Allerdings – und hierin liegt mein kleiner Einwand zu Renés Kommentar – erschöpft sich der zeitgenössische ‚Elite‘-Diskurs im Heimcomputerfeld nicht in dieser allgemeineren Feststellung. Der ‚Elite‘-Diskurs innerhalb der Cracker- und Demoszene, auf den ich im Podcast zu sprechen kam, hatte noch eine weitere und für die ‚Szene‘ viel wichtigere Funktion, nämlich die Stratifizierung innerhalb der Subkultur. Die Figur der ‚Elite‘ ist, wie Markku Reunanen und Antti Silvast bereits vor einer Weile festgehalten haben, ohne die Figur des ‚Lamers‘ nicht denkbar.[4] Der Lamer ist nicht der Aussenstehende, nicht der ‚einfache‘ Konsument geknackter Spiele. Er ist vielmehr das ‚lahme‘ Szenemitglied, derjenige, der nicht oder schlecht cracken oder programmieren kann, der nicht die besten und internationalsten Kontakte hat, dessen Tauschmaterial nicht Tage, sondern Monate alt ist; jemand, der sich vielleicht redlich bemüht, aber eben nicht heranreicht an die selbstproklamierte Elite innerhalb der ‚Szene‘. Die Dichotomie „Elite – Lamer“ war der unbarmherzige Gatekeeper dieser digitalen Subkultur, die Neulingen alles andere als aufgeschlossen gegenübertrat. Jeder, der einen Fuß in sie setzte, war zunächst einmal ein Lamer (es sei denn, er konnte dank angeborener Skills bereits beim Debüt brillieren), und wurde entsprechend behandelt. Viele spornte die raue (Un-)Willkommenskultur der ‚Szene‘ umso mehr an, sich Skills anzueignen, um den Lamer-Status möglichst rasch verlassen zu können und die meritokratische Leiter emporzusteigen, die im Idealfall in die Ränge der ‚Elite‘ führen konnte. Viele andere jedoch wurden abgeschreckt, vergrault, vertrieben. Auch solche, die vielleicht andere, unkonventionelle Zugänge in die ‚Szene‘ gebracht hätten. Auch die Mehrheit der ohnehin ausserordentlich wenigen Frauen, die sich in diese männlich dominierte Subkultur hineingewagt hatten, scheiterte – darauf deuten zumindest die spärlichen Quellen hin – an dieser elitenzentrierten Hierarchisierung, die jede Neueinsteigerin zunächst einmal auf eine im Grunde bewusst erniedrigende Position stellte. Dies ist die Schattenseite der meriotokratischen Stratifizierung der Cracker- und (zugegebenermaßen im kleineren Ausmaß) der Demoszene gewesen, und auch darüber müsste man reden, bevor man den Elitendiskurs der ‚Szene‘ als Manifestation von Selbstermächtigung und Empowerment einer neuen Generation stilisiert.

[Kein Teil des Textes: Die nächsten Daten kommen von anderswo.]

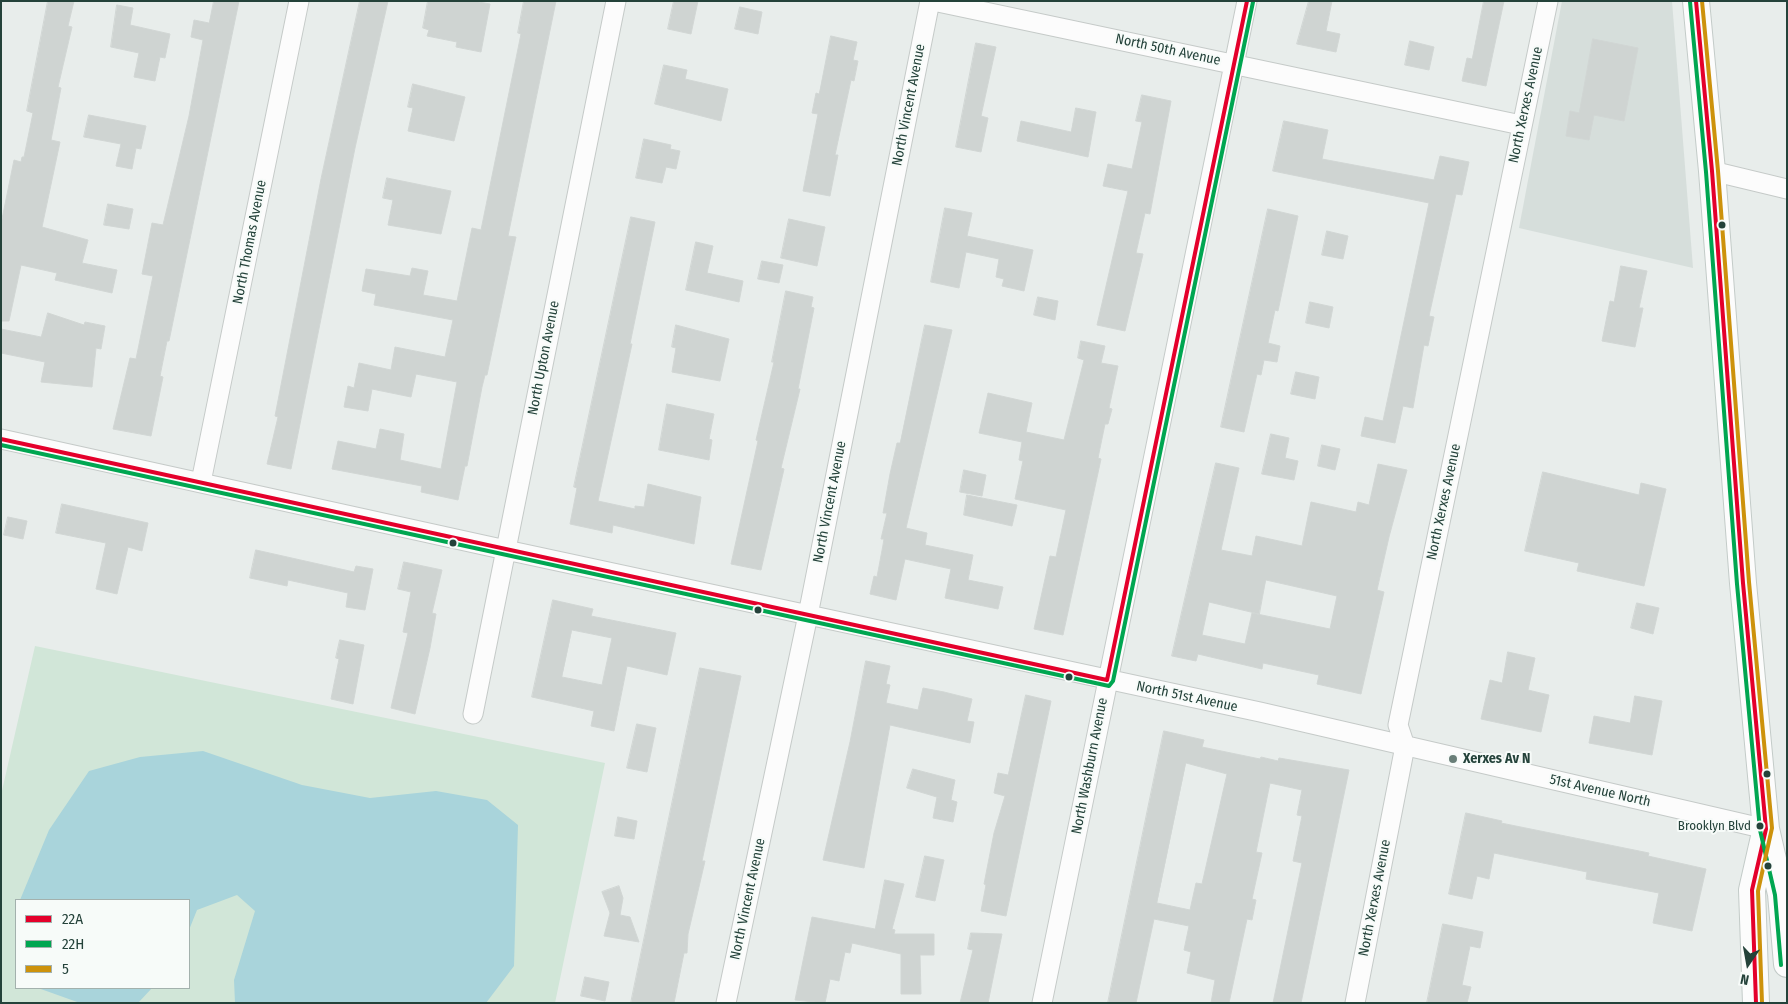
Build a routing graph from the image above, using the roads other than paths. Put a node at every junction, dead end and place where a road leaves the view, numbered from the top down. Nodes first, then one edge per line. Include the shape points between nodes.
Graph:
1 (299, 1) edge
2 (616, 1) edge
3 (931, 1) edge
4 (1247, 1) edge
5 (1548, 1) edge
6 (1696, 1) edge
7 (1234, 64) junction
8 (1521, 125) junction
9 (1712, 171) junction
10 (1787, 189) edge
11 (1, 439) edge
12 (201, 482) junction
13 (506, 550) junction
14 (808, 615) junction
15 (1107, 680) junction
16 (473, 714) dead end
17 (1405, 746) junction
18 (1766, 829) junction
19 (1787, 964) edge
20 (726, 1003) edge
21 (1042, 1003) edge
22 (1354, 1003) edge
23 (1756, 1003) edge

1 - 12 street, North Thomas Avenue
2 - 13 street, North Upton Avenue
3 - 7 street, North 50th Avenue
3 - 14 street, North Vincent Avenue
4 - 7 street, North Washburn Avenue
5 - 8 street, North Xerxes Avenue
6 - 9 main road
7 - 8 street, North 50th Avenue
7 - 15 street, North Washburn Avenue
8 - 17 street, North Xerxes Avenue via 1398,725
9 - 10 street
9 - 18 main road via 1743,583
11 - 12 street, North 51st Avenue
12 - 13 street, North 51st Avenue
13 - 14 street, North 51st Avenue
13 - 16 street, North Upton Avenue
14 - 15 street, North 51st Avenue
14 - 20 street, North Vincent Avenue
15 - 17 street, North 51st Avenue
15 - 21 street, North Washburn Avenue
17 - 18 street, 51st Avenue North
17 - 22 street, North Xerxes Avenue
18 - 19 main road via 1781,894
18 - 23 main road via 1752,890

Dabei war auch der ‚Elite‘ der Cracker-Szene klar, dass sie ohne die Masse der ‚Lamer‘ diese Position gar nicht für sich in Anspruch hätten nehmen können. Die ‚Elite‘ in der Szene war keine Eigenschaft für sich, sondern funktionierte nur als soziale Relation: Ohne ‚unten‘ kein ‚oben‘. Bereits 1989 stellte ein Kommentar in einem westdeutschen C64-Crackermagazin im typisch gebrochenen Englisch, der lingua franca der Szene, fest: „Lamer – this word is for the most freaks a horror, cause lamers are not the style like profis. But be true, you need lamers, or? […] Do you think without lamers your group has become so famous like you are now? […] Think about that…“[5] Noch deutlicher brachte es einige Jahre später ein schwedischer Szener mit einer Prise Selbstironie auf den Punkt: „WE LOVE ALL LAMERS, THAT MAKES US FEEL MUCH COOLER THAN WE REALLY ARE!“[6] Und in einer 1992er-Ausgabe des Amiga-Diskmags R.A.W., einem wichtigen Sprachrohr der sich gerade erst aus der Cracker-Szene herausdifferenzierenden Demoszene, appellierte ein Autor an die Elite, dem Lamer eine Chance zu geben:

„Why are lamers lamers? Have you ever thought about that? How do lamers become lamers? […] One day, you gets an letter from a guy who is completely unknown to you. He sends some stuff that’s half a month old. He writes a stupid letter, and you (elite as you are) understand that he’s a new guy in the scene. He isn’t in any group either, so you think, ‚This one is a REAL lamer‘, and then you keep his disk and start spread shit about this poor guy, and then forget about the whole thing. But do you [think] this guy forgets this? Maybe, maybe not! If you spread shit about this guy, not many wants to swap with him, as everyone thinks he’s a lamer. When this guy discover[s] that nobody wants to swap with him, he maybe decides to quit the scene. Maybe he was lamer in your opinion, but that doesn’t mean that he IS a lamer. Maybe he is good at painting, or making music, coding or anything else. But nobody will ever know about this, as you spread shit about this poor guy to a lot of others, who then also thought he was a lamer. If you do this, the scene will slowly die, as all ELITE guys doesn’t bother with the new lame guys and no new guys will dare to enter the scene.“[7]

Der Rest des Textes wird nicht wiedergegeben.